Thank you Matt for this spectacular oddity from Adam Curtis at the BBC. In 1982, Libya held an international showjumping contest that featured top British riders and a thousand-strong Bedouin “fantasia”. Head-tossing barb horses in embroidered bridles, a dictator at the height of his powers and one very dour Yorkshireman, who really does not want to talk to the plucky BBC film maker, all packed into 15 minutes of footage.
- I’m usually sceptical about “horses stolen for meat” stories (unless they come from Florida), but this one rings true. A Romanian has been arrested in connection with the theft of several draft horses in eastern France, allegedly for the slaughter trade. Some of the horses were already being raised for meat. (The Horse)
- The English police horse who was punched by a drunk football fan has received boxes of polo mints from fans of the opposing team. (Daily Mail)
- A British university claims that the Carneddau ponies that died of starvation and exposure in Wales earlier this year are part of a genetically distinct breed that shares a common, but centuries-removed ancestor with Welsh Mountain ponies. (BBC)
- Ipswich Transport Museum is restoring a horsedrawn tram. The lightweight draft horses that drew these vehicles were dubbed “trammers” and in the nineteenth century typically only lasted a year between the shafts because of the effort of drawing the tram through often clogged tracks. (BBC)
- “Thank God for the horses. Thank God for the bloody horses,” – a trooper at the 1917 Battle of Beersheba. (ABC)

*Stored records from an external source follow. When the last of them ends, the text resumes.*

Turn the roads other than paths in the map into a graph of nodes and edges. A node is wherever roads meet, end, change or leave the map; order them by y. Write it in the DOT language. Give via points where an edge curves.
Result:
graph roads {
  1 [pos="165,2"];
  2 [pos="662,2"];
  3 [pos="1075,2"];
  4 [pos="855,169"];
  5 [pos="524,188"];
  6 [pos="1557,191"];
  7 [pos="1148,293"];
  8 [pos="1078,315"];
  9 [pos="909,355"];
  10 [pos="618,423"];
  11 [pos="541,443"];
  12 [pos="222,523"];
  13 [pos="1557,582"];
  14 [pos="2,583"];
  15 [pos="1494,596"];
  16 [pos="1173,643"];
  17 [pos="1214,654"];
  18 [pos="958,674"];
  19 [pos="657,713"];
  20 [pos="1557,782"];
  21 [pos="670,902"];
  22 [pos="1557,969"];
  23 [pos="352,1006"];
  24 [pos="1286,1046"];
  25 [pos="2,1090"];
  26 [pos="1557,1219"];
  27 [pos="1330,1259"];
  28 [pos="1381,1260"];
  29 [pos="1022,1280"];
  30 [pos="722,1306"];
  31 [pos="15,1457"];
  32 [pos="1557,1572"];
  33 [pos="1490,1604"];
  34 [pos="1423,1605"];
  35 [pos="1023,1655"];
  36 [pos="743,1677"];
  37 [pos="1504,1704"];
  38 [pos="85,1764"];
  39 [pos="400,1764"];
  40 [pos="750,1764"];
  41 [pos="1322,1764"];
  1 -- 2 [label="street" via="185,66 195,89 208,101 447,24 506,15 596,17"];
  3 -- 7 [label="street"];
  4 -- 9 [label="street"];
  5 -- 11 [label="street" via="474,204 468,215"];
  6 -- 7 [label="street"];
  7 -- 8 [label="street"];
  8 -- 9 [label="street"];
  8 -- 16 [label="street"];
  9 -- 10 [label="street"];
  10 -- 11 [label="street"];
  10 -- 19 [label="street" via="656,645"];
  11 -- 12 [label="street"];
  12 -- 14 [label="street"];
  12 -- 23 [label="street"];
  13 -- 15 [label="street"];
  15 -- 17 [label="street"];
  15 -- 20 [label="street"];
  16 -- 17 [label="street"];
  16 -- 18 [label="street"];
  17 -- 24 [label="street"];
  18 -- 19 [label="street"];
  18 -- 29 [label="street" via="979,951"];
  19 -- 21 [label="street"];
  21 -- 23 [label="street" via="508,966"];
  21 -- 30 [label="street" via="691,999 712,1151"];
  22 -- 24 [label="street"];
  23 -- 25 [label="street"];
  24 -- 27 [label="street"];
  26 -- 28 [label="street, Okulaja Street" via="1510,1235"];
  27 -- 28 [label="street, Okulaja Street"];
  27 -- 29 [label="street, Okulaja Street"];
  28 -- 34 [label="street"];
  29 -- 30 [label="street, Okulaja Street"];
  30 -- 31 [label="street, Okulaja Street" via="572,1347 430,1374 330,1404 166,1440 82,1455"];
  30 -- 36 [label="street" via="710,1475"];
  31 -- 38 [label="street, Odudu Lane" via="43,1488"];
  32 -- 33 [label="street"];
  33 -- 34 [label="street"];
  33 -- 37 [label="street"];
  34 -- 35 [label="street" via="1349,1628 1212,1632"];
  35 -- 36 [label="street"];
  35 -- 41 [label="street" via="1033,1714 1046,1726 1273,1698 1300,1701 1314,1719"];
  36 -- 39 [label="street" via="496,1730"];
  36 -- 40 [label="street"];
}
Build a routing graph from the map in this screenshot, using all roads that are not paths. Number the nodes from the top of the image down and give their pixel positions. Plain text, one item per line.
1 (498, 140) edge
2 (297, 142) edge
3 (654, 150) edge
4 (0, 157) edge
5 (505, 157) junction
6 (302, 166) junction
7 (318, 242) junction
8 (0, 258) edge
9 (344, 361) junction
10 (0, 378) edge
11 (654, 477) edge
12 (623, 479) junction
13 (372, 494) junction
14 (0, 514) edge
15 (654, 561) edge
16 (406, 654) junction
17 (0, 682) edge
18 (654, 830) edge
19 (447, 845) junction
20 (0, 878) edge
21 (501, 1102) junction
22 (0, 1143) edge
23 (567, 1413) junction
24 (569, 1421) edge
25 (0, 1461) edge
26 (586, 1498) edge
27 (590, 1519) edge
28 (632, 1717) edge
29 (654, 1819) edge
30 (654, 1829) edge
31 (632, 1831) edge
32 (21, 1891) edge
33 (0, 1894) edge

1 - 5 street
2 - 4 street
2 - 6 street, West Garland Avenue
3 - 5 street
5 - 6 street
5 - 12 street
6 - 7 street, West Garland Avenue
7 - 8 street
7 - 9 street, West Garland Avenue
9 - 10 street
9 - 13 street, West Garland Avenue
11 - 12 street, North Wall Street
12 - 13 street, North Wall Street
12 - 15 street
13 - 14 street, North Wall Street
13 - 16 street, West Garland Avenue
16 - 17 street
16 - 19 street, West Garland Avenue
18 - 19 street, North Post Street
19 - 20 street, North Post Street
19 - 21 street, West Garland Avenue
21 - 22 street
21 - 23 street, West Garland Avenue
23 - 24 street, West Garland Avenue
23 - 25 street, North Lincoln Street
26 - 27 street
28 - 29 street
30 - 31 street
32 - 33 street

- Wild horse and burro sanctuaries in California, and how to visit them. (SFGate blogs)
- Awards for teenage boys who saved a trapped Shetland pony from drowning. (HorseTalk)
- I can’t keep up. Now the NYT is saying there will be federal approval for a horse slaughter house in New Mexico.. (NYT)
- A horse had to be euthanised in Belfast after hitting a car. The case raises ongoing concerns about horses that are kept untethered (or tethered, come to that) on housing estates in the city. (Belfast Telegraph)
- Interesting, given the cheap meat scandal: the value of horse meat exported from the UK has more than doubled in five years. (This Is Wiltshire)
- Horse racing begins again in Libya. (Al Arabiya)
- Seventh century horse armour/tack unearthed in Japan. (Asahi Shimbun)
… donkeys are being credited by a rebel leader in Libya for helping to free the besieged town of Gharyan earlier this year. Walid Danna told the Guardian this week that rebels had been forced to load donkeys with supplies as the only way to reach fighters trapped inside the town.
“When you feed a donkey and give him water he will never forget the way,” said Danna. “This was all new to me, I’m from Tripoli. So you put the arms on the donkey and he will know his way. To free Gharyan we had to send donkeys over the mountains. He would go his way round the mountain to avoid the roads. Only animals can go that way.”